My understanding of time as a colonial construct, maybe obstruction, has ascended in tandem with a desire to know the past, to know my ancestors whose history begins somewhere aquatic, before we had legs. I’ve paid more attention, too, to the art that deconstructs and disavows Eurocentric time and suggests some other perception. To the artists—mostly women—whose work invites a timeless idea: the past stays with you, and the past is future, and the present is already past. If we can shift one, we can listen to another.
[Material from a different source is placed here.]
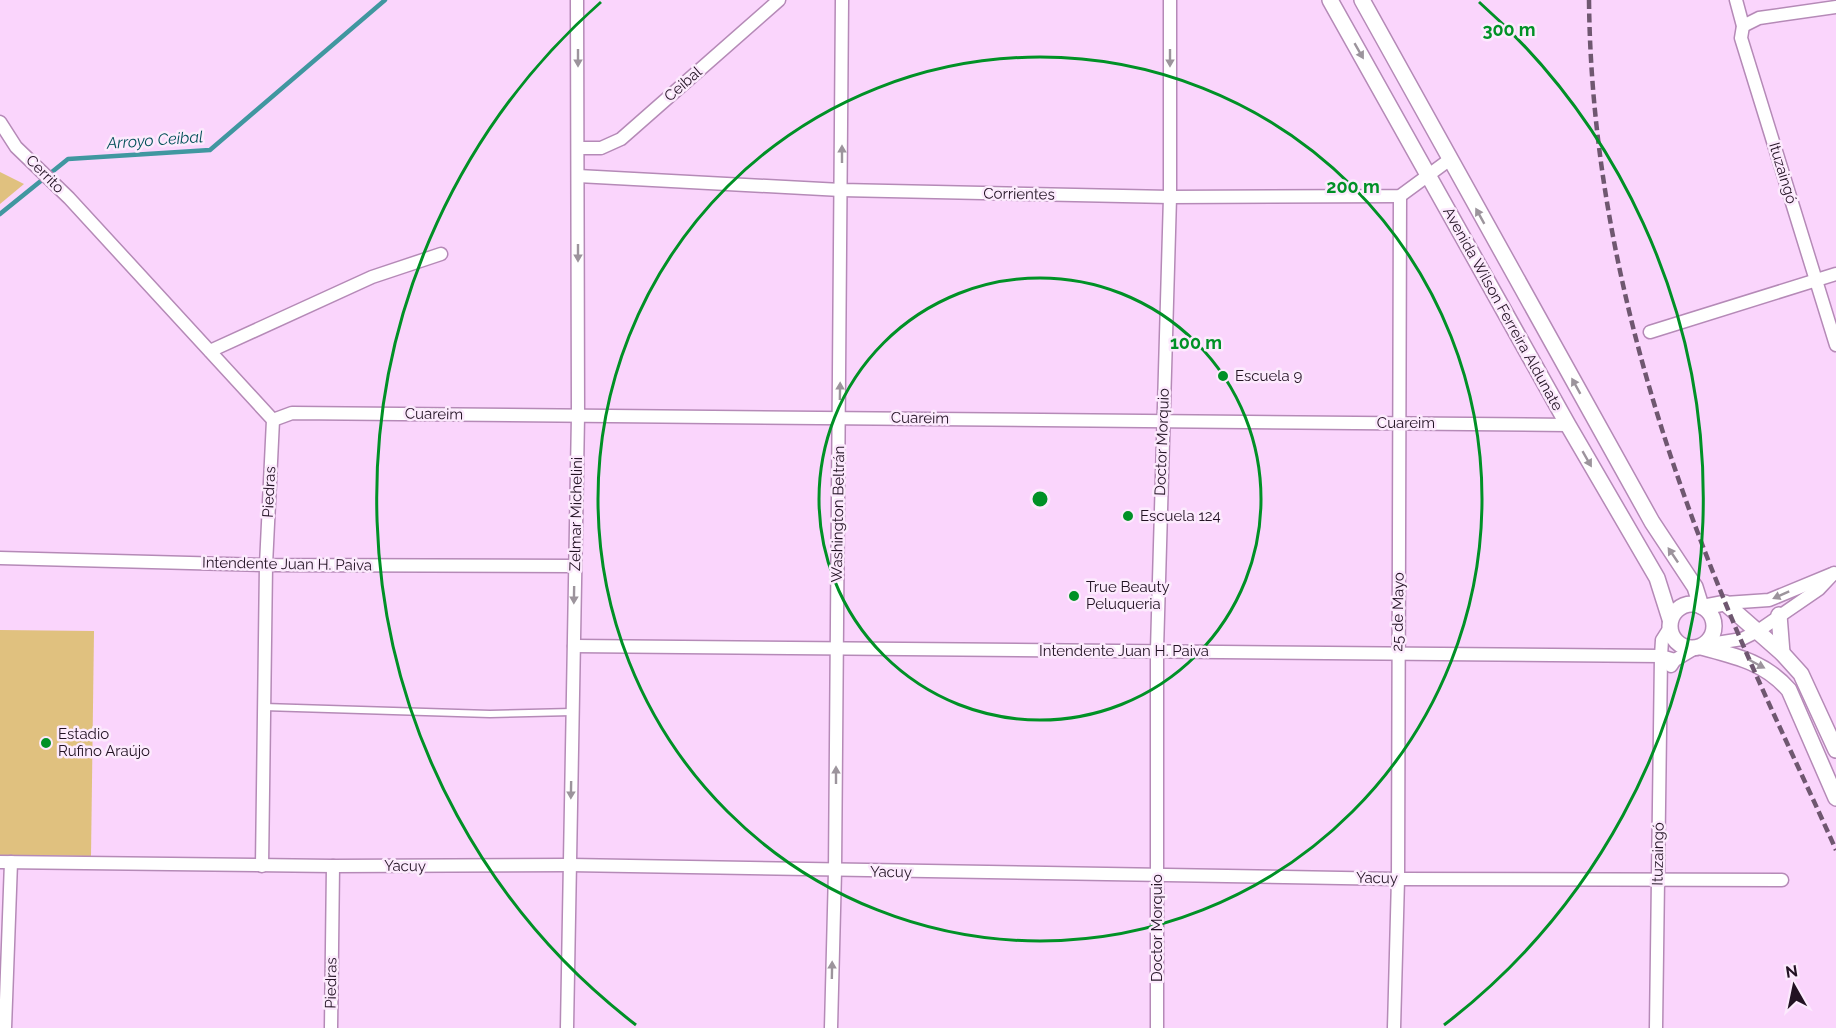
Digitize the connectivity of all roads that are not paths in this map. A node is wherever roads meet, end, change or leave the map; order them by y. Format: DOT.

In September, at Basilica SoundScape in Hudson, New York, I wandered into one of the venue’s rookish alcoves, an empty room where a video by Tabita Rezaire was screening, projected cold and small onto the stone. It was noisy out there (maybe Lightning Bolt was performing, at that point in the night). I couldn’t hear a thing, but I could read Rezaire’s words: “Honor your womb with divine orgasms. Honor your womb with dance.” Rezaire makes dream-like videos, moving collages. Here, her heart becomes a uterus, her dances become a trance. Images recalling ancient history are rendered spinning and pink: a blinking pyramid shines like a Blingee. She twerks, masturbates over layers of flouncy filigrees, meditates. She invites you to do it, too: Heal your womb, heal your future. She is the High Priestess of the Rider-Waite tarot deck, layered and inviting, wise, clitoral (see the High Priestess’s hat). Rezaire is the Goddess archetype, or maybe the Maiden. Margaret Carrigan at Hyperallergic writes: “Rezaire’s digital photo collages of herself as the archetypal maiden … offer a timeless vision of the divine feminine. And by timeless I don’t mean classic, but literally without a fixed time.”
Rezaire has a healing practice; if it’s separate from her artwork, the two filter through each other. Her public performances often incorporate healing circles—she’s a certified yoga instructor—and videos like Peaceful Warrior (2016) offer instruction on how to live in a “world where we are not affected, ssssscared, hurt … Where we do not care about white supremacy, homophobia, transphobia, fat-phobia, misogyny, patriarchy, ableism, ageism.” She hisses her esses, like a snake; step one in becoming a peaceful warrior is engaging in decolonial self-care. A digital snake appears, many-headed and slithering. Purple text: ANCIENT FUTURE. “We shall invoke the power of the sssserpent, and connect with our ancestral knowledge.” A zap. She moves from an etheric portal realm to a world of hieroglyphics.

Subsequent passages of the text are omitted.